↓↓↓

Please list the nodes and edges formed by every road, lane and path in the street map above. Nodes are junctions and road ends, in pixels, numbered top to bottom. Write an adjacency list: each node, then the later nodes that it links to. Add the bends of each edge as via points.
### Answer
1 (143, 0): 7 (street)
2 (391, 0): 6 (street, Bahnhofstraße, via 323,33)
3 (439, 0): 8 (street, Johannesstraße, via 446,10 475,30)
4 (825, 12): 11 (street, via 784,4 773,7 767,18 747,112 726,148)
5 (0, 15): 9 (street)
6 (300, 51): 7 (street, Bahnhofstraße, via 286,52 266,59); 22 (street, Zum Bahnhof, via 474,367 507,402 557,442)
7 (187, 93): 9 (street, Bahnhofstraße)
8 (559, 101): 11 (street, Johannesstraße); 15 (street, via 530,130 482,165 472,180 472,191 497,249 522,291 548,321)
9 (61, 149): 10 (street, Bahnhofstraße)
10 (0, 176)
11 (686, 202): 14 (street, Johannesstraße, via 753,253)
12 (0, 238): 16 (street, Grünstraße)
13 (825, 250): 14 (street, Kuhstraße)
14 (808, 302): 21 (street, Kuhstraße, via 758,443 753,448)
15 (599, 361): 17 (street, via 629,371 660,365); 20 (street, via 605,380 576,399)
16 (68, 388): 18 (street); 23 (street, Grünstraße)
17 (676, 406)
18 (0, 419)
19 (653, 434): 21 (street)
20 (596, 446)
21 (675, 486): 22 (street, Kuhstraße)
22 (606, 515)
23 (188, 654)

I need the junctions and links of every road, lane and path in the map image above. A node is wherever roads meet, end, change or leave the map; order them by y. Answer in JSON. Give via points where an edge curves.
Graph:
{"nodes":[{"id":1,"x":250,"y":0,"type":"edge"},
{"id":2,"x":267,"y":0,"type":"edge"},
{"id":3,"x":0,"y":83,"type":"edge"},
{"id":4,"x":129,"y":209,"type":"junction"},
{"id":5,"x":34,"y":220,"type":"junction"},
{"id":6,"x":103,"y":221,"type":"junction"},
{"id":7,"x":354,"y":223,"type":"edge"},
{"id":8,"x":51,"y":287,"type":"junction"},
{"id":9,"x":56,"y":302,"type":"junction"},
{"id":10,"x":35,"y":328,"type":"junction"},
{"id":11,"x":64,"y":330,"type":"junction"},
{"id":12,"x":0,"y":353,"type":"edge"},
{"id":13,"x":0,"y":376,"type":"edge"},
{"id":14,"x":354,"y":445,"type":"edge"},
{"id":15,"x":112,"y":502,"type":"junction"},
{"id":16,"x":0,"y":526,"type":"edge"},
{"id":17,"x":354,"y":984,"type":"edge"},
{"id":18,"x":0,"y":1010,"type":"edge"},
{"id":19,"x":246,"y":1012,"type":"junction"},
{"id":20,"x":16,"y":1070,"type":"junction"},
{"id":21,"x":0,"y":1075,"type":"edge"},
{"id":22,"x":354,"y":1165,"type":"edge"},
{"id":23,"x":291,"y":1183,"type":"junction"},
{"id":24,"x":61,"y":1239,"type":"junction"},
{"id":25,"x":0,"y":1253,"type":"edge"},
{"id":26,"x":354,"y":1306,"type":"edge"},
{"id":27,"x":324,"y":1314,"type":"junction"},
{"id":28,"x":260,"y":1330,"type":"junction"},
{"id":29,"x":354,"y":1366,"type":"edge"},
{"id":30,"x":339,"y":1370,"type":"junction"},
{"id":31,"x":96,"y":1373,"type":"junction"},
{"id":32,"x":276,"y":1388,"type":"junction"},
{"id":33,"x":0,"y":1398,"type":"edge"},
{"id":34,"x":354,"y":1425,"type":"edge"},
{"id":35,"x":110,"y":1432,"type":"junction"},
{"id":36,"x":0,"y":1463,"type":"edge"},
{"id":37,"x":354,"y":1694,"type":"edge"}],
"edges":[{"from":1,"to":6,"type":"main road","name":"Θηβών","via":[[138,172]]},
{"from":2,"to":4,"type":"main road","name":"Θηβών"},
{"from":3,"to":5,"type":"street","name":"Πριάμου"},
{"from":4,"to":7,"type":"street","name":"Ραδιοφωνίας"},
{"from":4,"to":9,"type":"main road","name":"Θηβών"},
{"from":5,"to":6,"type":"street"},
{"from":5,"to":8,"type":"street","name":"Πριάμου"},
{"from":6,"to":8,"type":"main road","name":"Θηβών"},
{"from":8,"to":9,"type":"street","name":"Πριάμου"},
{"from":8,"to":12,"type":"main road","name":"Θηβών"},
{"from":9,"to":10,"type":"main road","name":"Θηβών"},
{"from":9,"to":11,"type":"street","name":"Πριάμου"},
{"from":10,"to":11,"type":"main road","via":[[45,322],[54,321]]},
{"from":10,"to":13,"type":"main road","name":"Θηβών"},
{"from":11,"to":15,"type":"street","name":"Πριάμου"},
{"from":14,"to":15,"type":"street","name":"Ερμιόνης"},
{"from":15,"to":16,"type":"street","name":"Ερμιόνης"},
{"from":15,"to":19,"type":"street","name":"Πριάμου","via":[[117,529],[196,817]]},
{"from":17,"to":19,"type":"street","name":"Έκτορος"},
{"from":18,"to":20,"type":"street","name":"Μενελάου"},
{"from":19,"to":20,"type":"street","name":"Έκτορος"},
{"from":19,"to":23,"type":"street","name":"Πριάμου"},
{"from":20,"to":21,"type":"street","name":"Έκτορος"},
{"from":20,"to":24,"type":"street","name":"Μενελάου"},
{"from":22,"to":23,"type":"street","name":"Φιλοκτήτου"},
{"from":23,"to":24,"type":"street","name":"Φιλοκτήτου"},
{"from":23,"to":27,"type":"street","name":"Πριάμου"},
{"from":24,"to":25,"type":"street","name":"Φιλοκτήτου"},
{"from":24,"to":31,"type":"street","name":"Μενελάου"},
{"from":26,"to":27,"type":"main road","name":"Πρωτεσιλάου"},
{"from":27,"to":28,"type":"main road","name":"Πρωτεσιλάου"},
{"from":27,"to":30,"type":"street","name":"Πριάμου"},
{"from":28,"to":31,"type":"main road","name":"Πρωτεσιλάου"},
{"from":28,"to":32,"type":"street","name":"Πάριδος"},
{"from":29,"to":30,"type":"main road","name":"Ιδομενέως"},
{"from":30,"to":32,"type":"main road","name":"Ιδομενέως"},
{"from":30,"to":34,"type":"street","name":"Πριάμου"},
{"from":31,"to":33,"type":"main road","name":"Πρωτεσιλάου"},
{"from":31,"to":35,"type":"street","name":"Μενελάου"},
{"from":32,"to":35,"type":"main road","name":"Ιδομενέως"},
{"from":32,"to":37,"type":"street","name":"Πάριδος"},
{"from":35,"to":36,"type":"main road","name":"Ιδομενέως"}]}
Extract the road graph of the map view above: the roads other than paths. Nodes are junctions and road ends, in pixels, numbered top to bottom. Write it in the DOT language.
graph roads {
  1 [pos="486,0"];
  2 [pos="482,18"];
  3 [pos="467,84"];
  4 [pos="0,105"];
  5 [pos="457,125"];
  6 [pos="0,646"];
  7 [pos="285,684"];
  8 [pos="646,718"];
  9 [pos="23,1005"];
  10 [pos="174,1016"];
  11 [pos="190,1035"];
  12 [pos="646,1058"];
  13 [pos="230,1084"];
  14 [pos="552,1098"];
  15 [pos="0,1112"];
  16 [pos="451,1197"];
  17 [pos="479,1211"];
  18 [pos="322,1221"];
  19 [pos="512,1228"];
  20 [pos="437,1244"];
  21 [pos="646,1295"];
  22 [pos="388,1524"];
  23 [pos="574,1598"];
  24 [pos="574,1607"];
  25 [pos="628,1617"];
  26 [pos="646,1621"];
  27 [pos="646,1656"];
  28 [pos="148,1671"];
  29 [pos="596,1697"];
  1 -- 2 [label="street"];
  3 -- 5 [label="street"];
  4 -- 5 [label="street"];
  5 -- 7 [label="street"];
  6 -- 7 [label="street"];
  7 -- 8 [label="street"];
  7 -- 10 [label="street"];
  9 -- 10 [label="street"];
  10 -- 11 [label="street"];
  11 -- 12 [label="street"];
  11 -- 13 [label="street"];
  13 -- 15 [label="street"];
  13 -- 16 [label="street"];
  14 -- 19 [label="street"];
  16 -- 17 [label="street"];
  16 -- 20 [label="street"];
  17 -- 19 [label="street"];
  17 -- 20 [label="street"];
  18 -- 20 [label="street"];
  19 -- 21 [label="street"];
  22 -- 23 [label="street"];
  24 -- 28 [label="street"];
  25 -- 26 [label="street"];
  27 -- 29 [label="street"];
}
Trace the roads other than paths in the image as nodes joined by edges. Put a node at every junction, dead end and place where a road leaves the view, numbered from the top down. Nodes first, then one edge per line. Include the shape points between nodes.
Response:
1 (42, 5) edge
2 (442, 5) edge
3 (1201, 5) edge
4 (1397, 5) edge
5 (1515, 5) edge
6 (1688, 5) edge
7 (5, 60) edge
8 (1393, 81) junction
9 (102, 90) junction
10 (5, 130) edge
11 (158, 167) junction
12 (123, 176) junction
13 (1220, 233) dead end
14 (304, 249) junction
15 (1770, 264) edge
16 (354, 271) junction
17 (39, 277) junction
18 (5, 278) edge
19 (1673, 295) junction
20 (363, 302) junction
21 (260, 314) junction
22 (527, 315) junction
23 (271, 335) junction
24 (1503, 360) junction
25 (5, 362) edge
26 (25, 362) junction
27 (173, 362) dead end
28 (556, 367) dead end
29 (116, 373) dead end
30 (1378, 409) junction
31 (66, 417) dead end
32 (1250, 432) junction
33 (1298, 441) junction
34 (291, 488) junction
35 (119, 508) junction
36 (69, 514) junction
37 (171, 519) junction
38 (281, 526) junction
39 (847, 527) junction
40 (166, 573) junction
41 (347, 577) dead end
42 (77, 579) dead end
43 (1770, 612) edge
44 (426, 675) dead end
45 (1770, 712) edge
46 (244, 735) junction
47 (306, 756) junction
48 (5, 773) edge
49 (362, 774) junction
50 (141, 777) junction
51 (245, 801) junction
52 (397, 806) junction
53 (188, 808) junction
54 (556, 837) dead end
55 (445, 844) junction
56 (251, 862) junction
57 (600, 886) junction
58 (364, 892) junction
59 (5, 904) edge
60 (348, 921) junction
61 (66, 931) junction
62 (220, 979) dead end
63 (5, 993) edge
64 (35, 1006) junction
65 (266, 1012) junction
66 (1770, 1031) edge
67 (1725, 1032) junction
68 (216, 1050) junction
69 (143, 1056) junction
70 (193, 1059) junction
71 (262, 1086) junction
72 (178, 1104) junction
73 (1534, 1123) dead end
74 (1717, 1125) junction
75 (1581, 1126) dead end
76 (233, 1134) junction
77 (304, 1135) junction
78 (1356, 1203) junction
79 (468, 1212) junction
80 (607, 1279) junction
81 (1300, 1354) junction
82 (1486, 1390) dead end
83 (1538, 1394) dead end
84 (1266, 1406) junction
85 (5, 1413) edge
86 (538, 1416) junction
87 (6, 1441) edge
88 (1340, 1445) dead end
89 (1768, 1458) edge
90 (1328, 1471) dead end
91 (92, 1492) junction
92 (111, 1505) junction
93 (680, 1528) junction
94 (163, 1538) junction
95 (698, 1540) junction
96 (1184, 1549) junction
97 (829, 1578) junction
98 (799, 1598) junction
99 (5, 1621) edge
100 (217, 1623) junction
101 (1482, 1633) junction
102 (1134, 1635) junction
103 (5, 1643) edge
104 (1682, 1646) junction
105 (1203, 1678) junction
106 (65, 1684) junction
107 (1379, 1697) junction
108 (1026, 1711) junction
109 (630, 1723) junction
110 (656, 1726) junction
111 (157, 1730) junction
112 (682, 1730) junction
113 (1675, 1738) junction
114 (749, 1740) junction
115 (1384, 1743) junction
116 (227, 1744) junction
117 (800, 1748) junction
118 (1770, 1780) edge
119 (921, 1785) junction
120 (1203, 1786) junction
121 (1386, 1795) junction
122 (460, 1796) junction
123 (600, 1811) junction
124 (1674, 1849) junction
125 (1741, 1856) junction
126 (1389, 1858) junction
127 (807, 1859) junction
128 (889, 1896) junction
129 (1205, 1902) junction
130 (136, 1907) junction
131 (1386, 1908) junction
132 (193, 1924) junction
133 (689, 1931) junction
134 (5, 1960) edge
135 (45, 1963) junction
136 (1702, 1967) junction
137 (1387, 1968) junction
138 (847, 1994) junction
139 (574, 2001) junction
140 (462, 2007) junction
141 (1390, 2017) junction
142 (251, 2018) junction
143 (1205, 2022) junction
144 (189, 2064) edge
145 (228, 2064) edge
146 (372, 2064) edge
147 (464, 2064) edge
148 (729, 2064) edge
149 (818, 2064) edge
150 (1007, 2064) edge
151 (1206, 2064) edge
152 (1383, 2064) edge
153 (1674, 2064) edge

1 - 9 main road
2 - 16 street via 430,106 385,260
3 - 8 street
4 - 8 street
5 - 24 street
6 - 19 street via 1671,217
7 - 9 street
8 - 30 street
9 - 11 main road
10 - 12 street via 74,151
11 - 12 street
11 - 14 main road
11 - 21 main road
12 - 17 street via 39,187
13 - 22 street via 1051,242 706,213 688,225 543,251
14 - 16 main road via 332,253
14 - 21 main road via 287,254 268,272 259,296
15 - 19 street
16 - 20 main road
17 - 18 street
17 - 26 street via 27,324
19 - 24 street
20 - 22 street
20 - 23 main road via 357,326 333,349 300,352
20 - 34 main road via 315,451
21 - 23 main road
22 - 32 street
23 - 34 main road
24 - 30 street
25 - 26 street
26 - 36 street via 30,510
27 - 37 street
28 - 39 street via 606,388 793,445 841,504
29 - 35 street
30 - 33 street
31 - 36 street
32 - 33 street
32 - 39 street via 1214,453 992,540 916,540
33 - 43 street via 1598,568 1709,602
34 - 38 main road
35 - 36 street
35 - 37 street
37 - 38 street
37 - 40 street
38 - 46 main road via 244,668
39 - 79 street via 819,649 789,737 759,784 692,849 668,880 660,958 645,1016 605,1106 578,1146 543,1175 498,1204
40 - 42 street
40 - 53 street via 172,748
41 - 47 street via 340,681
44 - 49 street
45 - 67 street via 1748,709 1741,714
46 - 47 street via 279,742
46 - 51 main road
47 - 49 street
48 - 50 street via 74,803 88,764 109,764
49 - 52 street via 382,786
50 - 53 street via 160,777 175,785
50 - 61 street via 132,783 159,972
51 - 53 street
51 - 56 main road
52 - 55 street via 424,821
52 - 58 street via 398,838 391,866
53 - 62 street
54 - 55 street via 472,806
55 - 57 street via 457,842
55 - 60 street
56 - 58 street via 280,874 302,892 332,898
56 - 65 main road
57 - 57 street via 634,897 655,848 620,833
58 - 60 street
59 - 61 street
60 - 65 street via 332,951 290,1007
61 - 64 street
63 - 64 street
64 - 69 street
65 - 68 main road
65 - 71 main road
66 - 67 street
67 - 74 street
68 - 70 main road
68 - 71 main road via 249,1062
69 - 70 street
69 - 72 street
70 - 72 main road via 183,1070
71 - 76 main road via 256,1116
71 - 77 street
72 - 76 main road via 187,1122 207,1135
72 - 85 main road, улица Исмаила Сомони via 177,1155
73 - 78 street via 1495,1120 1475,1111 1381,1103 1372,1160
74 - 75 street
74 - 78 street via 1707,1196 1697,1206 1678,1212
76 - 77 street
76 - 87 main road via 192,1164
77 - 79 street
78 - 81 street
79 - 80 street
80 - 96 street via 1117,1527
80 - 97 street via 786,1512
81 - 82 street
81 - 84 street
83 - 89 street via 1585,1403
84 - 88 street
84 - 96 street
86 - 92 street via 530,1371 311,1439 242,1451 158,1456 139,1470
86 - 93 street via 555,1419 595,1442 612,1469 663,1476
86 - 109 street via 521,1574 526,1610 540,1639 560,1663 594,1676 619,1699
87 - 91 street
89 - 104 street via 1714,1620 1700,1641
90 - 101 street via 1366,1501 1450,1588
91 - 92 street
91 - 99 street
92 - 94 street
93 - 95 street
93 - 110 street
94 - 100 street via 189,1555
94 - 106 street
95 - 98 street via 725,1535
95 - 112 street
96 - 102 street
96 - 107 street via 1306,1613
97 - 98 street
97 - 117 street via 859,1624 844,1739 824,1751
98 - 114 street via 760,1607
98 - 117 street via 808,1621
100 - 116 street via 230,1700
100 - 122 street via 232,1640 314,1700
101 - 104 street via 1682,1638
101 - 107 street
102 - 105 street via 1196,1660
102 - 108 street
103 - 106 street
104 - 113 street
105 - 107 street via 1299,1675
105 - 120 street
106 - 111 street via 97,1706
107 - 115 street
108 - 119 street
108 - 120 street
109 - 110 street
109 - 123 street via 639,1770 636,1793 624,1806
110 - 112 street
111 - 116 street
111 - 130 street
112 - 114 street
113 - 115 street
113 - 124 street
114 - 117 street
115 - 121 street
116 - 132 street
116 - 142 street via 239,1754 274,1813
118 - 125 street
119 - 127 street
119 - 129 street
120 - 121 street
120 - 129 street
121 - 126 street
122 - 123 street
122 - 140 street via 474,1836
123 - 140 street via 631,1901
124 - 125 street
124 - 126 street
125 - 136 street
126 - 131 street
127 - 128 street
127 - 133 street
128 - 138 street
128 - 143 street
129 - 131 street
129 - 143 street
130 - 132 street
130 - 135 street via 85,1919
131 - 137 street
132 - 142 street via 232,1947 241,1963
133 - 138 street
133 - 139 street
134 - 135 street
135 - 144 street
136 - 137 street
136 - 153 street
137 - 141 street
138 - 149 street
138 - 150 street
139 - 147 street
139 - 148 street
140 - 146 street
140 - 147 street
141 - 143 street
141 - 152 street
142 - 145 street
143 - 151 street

↑↑↑

_WHAT YOU HAVE TO DO:_
Gather each line in these records that contains the string "links".

_RESPONSE FOR THIS EXERCISE:_
Please list the nodes and edges formed by every road, lane and path in the street map above. Nodes are junctions and road ends, in pixels, numbered top to bottom. Write an adjacency list: each node, then the later nodes that it links to. Add the bends of each edge as via points.
I need the junctions and links of every road, lane and path in the map image above. A node is wherever roads meet, end, change or leave the map; order them by y. Answer in JSON. Give via points where an edge curves.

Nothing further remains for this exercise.